I know that this means that $\sin(z)=2k\pi i$ for some integer $k$. This is equivalent to saying that $$\frac{e^{iz}- e^{-iz}}{2i}=2k \pi i,$$ which means that $$e^{2iz}+4k\pi e^{iz}-1=0.$$ If we let $x=e^{iz}$, then it is a quadratic equation, but my discriminant depends on $k$, so I do not now how to simplify it. Is there an easier way to solve this?

Answer 1

To continue with your line of reasoning (which so far is correct), you need to solve $e^{2iz} + 4 k \pi e^{iz} - 1 = 0$. With $x = e^{iz}$, this becomes the quadratic equation $x^2 + 4kx - 1 = 0$. The discriminant is $\Delta = (4k\pi)^2 + 4 = 4 (4k^2\pi^2 + 1)$, which is always positive ($k$ is real). The two solutions are therefore $x = -2k\pi + \sqrt{4k^2\pi^2+1}$ and $x = -2k - \sqrt{4k^2\pi^2 + 1}$.
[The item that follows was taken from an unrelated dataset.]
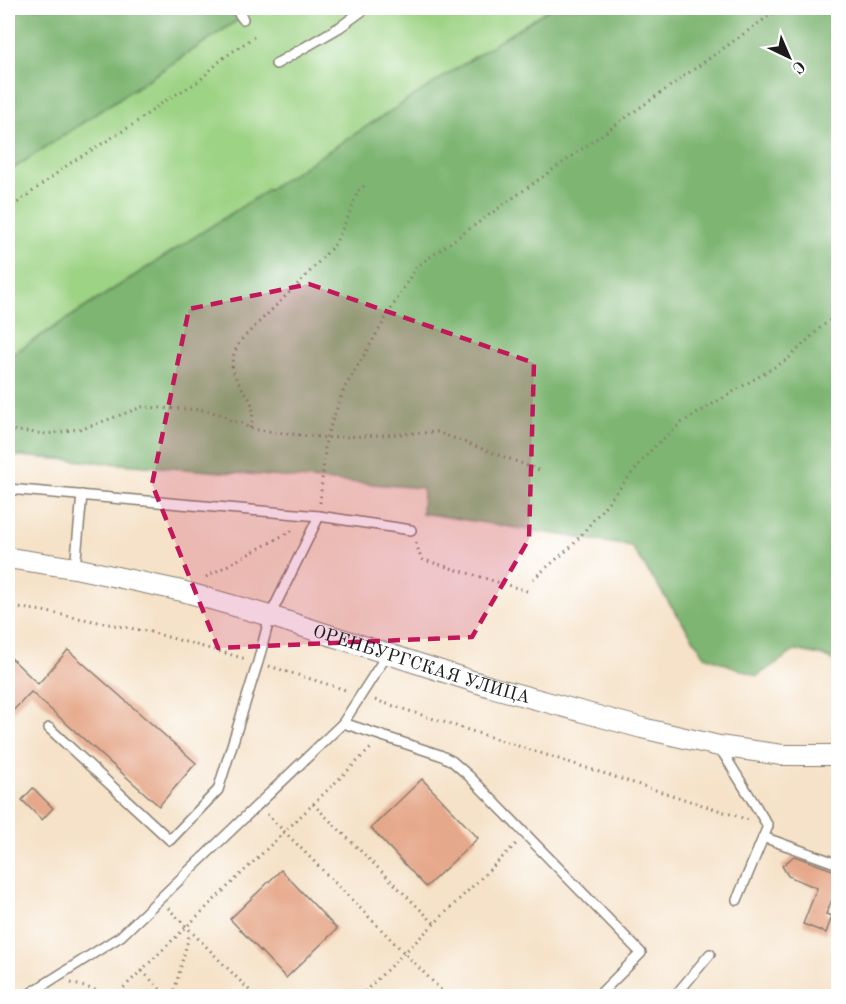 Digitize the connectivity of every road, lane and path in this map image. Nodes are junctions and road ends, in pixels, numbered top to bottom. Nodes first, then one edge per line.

• In the first case we want to solve $e^{iz} = -2k\pi + \sqrt{4k^2\pi^2+1}$. Since $4k^2\pi^2+1 = (-2k\pi)^2 + 1> (-2k\pi)^2$, this is a positive real numbers, and so the first batch of solutions is $$z = i\log(-2k\pi + \sqrt{4k^2+1}) + 2 i \pi l, \text{ for some integers } k, l.$$
• In the second case, the equation to solve is $e^{iz} = -2k\pi - \sqrt{4k^2\pi^2+1}$. This is a negative real number, and thus the second batch of solutions is: $$z = i\pi + i\log(2k\pi+\sqrt{4k^2\pi^2+1}) + 2 i \pi l, \text{ for some integers } k, l.$$

And this is the complete set of solutions.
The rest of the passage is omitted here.